Triacylglycerol Transport by Chylomicrons
Chylomicrons and LDs share common features, such as low circulating lipids and fat-soluble vitamins, as well as early childhood failure to thrive, ataxic neuropathy, and visual impairment. Understanding the molecular dynamics of these particles can help physicians identify additional indications for treatment. The transport of triacylglycerols by chylomicrons is a critical component of this particle.
Mechanisms of chylomicron formation
The ER lumen is a complex environment in which chylomicron biogenesis occurs. In a two-step process, newly synthesized apolipoprotein B48 is chaperoned by a luminal protein, MTP, and transported into the rough endoplasmic reticulum (RE). ApoB can associate with dense particles that contain mostly phospholipids and cholesterol, but also contains small amounts of triacylglycerol. Without association with dense particles, apoB can be destroyed.
Although we know that lipids and amino acids are transported into the central lacteal, we still do not fully understand how large chylomicrons gain access to the central lacteal. It is thought that specialized “button junctions” in lacteal patches make them more permeable to chylomicrons. After disassembling, bloodborne chylomicrons are used throughout the body.

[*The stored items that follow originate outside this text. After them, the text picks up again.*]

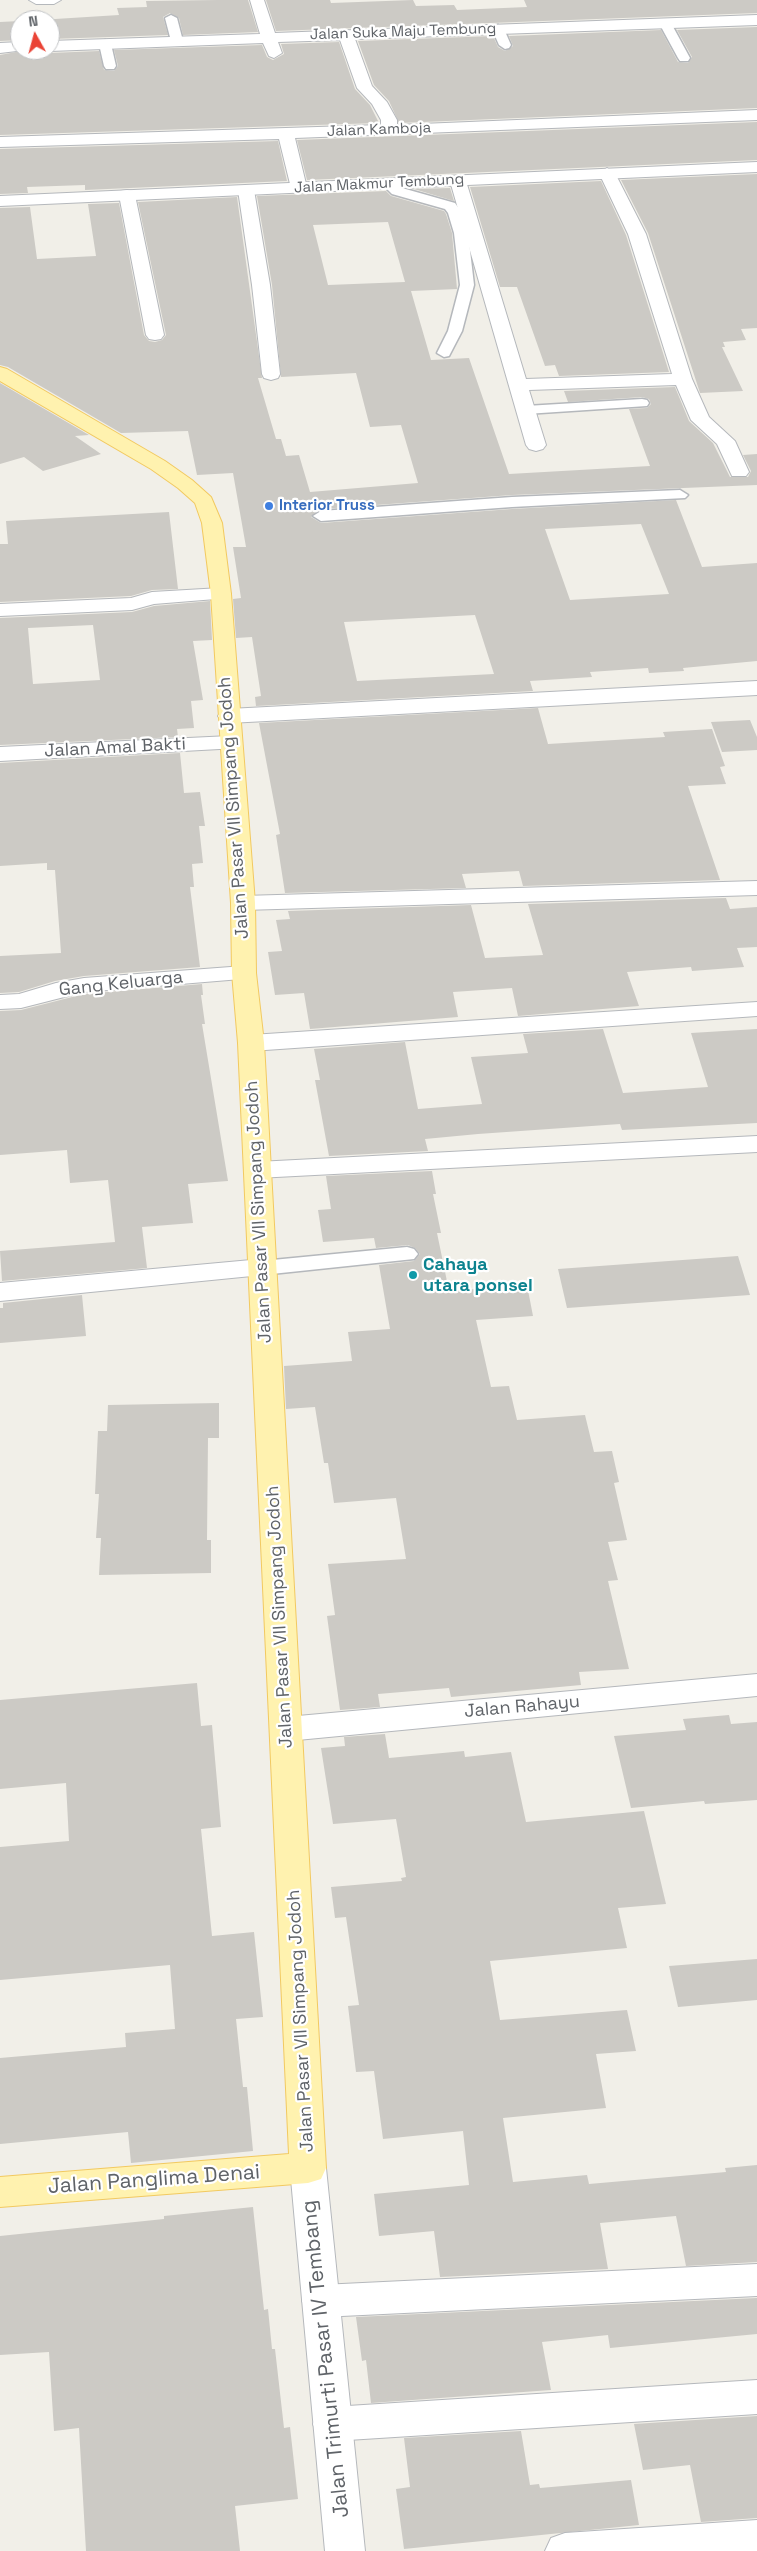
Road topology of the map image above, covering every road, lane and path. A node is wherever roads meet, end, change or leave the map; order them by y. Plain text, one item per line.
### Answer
1 (36, 0) edge
2 (54, 0) edge
3 (256, 0) edge
4 (747, 16) edge
5 (171, 18) dead end
6 (665, 23) junction
7 (498, 28) junction
8 (346, 35) junction
9 (271, 38) junction
10 (177, 41) junction
11 (105, 44) junction
12 (505, 45) dead end
13 (60, 46) edge
14 (275, 56) dead end
15 (684, 58) dead end
16 (110, 66) dead end
17 (757, 114) edge
18 (389, 130) junction
19 (286, 134) junction
20 (0, 142) edge
21 (757, 168) edge
22 (607, 173) junction
23 (458, 181) junction
24 (388, 184) junction
25 (298, 188) junction
26 (246, 190) junction
27 (127, 195) junction
28 (0, 200) edge
29 (156, 335) dead end
30 (444, 353) dead end
31 (271, 374) dead end
32 (3, 377) edge
33 (683, 379) junction
34 (519, 385) junction
35 (642, 403) dead end
36 (526, 410) junction
37 (536, 445) dead end
38 (739, 472) dead end
39 (680, 495) dead end
40 (321, 516) dead end
41 (221, 594) junction
42 (0, 610) edge
43 (757, 688) edge
44 (229, 716) junction
45 (230, 743) junction
46 (0, 754) edge
47 (757, 888) edge
48 (243, 903) junction
49 (244, 973) junction
50 (0, 1002) edge
51 (757, 1009) edge
52 (251, 1043) junction
53 (757, 1144) edge
54 (257, 1170) junction
55 (407, 1254) dead end
56 (262, 1268) junction
57 (0, 1292) edge
58 (757, 1686) edge
59 (287, 1729) junction
60 (308, 2168) junction
61 (0, 2192) edge
62 (757, 2280) edge
63 (321, 2301) junction
64 (757, 2397) edge
65 (332, 2424) junction
66 (757, 2538) edge
67 (345, 2551) edge
68 (565, 2551) edge

1 - 2 street
3 - 9 street
4 - 6 street, Jalan Suka Maju Tembung
5 - 10 lane
6 - 7 street, Jalan Suka Maju Tembung
6 - 15 lane
7 - 8 street, Jalan Suka Maju Tembung
7 - 12 lane
8 - 9 street, Jalan Suka Maju Tembung
8 - 18 street
9 - 10 street, Jalan Suka Maju Tembung
9 - 14 street
10 - 11 street, Jalan Suka Maju Tembung
11 - 13 street, Jalan Suka Maju Tembung
11 - 16 lane
17 - 18 street, Jalan Kamboja
18 - 19 street, Jalan Kamboja
19 - 20 street, Jalan Kamboja
19 - 25 street
21 - 22 street, Jalan Makmur Tembung
22 - 23 street, Jalan Makmur Tembung
22 - 33 street
23 - 24 street, Jalan Makmur Tembung
23 - 34 street
24 - 25 street, Jalan Makmur Tembung
24 - 30 lane
25 - 26 street, Jalan Makmur Tembung
26 - 27 street, Jalan Makmur Tembung
26 - 31 street
27 - 28 street, Jalan Makmur Tembung
27 - 29 street
32 - 41 main road, Jalan Pasar VII Simpang Jodoh
33 - 34 street
33 - 38 street
34 - 36 street
35 - 36 lane
36 - 37 street
39 - 40 lane
41 - 42 street
41 - 44 main road, Jalan Pasar VII Simpang Jodoh
43 - 44 street
44 - 45 main road, Jalan Pasar VII Simpang Jodoh
45 - 46 street, Jalan Amal Bakti
45 - 48 main road, Jalan Pasar VII Simpang Jodoh
47 - 48 street
48 - 49 main road, Jalan Pasar VII Simpang Jodoh
49 - 50 street, Gang Keluarga
49 - 52 main road, Jalan Pasar VII Simpang Jodoh
51 - 52 street
52 - 54 main road, Jalan Pasar VII Simpang Jodoh
53 - 54 street
54 - 56 main road, Jalan Pasar VII Simpang Jodoh
55 - 56 lane
56 - 57 street
56 - 59 main road, Jalan Pasar VII Simpang Jodoh
58 - 59 street, Jalan Rahayu
59 - 60 main road, Jalan Pasar VII Simpang Jodoh
60 - 61 main road, Jalan Panglima Denai
60 - 63 street, Jalan Trimurti Pasar IV Tembang
62 - 63 street
63 - 65 street, Jalan Trimurti Pasar IV Tembang
64 - 65 street
65 - 67 street, Jalan Trimurti Pasar IV Tembang
66 - 68 street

In addition to dietary triglycerides, microsomal triglyceride transfer protein is involved in chylomicron assembly. Cholesterol is synthesized from bile, and ApoB48 reassembles them into chylomicrons. During chylomicron synthesis, cholesterol is esterified using acylcoenzyme A:cholesterol acyltransferase. Similarly, fatty acids are reconverted back into triglycerides.
The intestine plays a critical role in lipoprotein production. The production of these particles is essential for the absorption of dietary fats and fat-soluble vitamins. It starts with the formation of primordial phospholipid-rich particles in the endoplasmic reticulum. Next, the particles travel to the Golgi for secretion. The villus enterocytes secrete lipids that are subsequently hydrolyzed by lipoprotein lipase.
Models of chylomicron assembly
The basic events in chylomicron assembly are similar to those in VLDL assembly, but the molecular details of the process are distinct. For this reason, we can use adult rabbit enterocytes as a model system for examining the processes involved in fat absorption. A key component of chylomicron assembly is the accumulation of apoB-48, which is a non-essential lipid found exclusively in chylomicrons.
The endocytic pathway of lipoprotein production starts in the endoplasmic reticulum and begins with the formation of primordial phospholipids-rich particles, which are then transported to the Golgi for secretion. Several classes of transporters play critical roles in selectively absorbing lipids from the food we eat and secrete them. Cholesterol-rich lipoproteins are metabolized by Lipoprotein lipase, which catalyzes a process that releases triglycerides and transports them into the blood.
After leaving the ER, most of the TAG that will eventually enter the chylomicron forms a lipid aggregate in the ER mediated by MTP. MTP transports newly synthesized apolipoprotein B48 to the rough endoplasmic reticulum, where it is chaperoned by the luminal protein MTP. The newly synthesized apoB then associates with dense particles of cholesterol, phospholipids, and triacylglycerol. Unless it associates with these particles, apoB is destroyed.
Transport of triacylglycerols by chylomicrons
Chylomicrons are particles produced by the lymphatic system that drain the intestine. These particles transport dietary lipids into circulation. Chylomicrons also contain small amounts of VLDL, although most VLDL in plasma is derived from hepatic sources. Both types of lipoproteins transport triacylglycerols between the liver and extrahepatic tissues.
Chylomicrons contain different molecules, such as cholesterol and apolipoprotein E. Cholesteryl ester is a phospholipid that is found in high-density lipoproteins. Chylomicrons are produced in the gastrointestinal tract and move to the lymphatic system. Chylomicrons are disassembled in the bloodstream, where they are used throughout the body.
When examining chylomicron mobility, it is important to remember that chylomicrons tend to clump when they enter plasma. Chylomicron mobility is governed by their ability to migrate with alpha and beta globulins. Nevertheless, the lipids themselves are relatively stable during repeated washing. Chylomicrons are a form of lipoprotein that is similar to crz-globulins.
Chylomicrons are synthesized from dietary fat. VLDL and HDL are made by chylomicrons and transport triacylglycerols. HDL is responsible for the removal of bad cholesterol from tissues. These lipoproteins are often referred to as “good” cholesterol, but it should be noted that VLDL is more prone to deposit into blood vessels.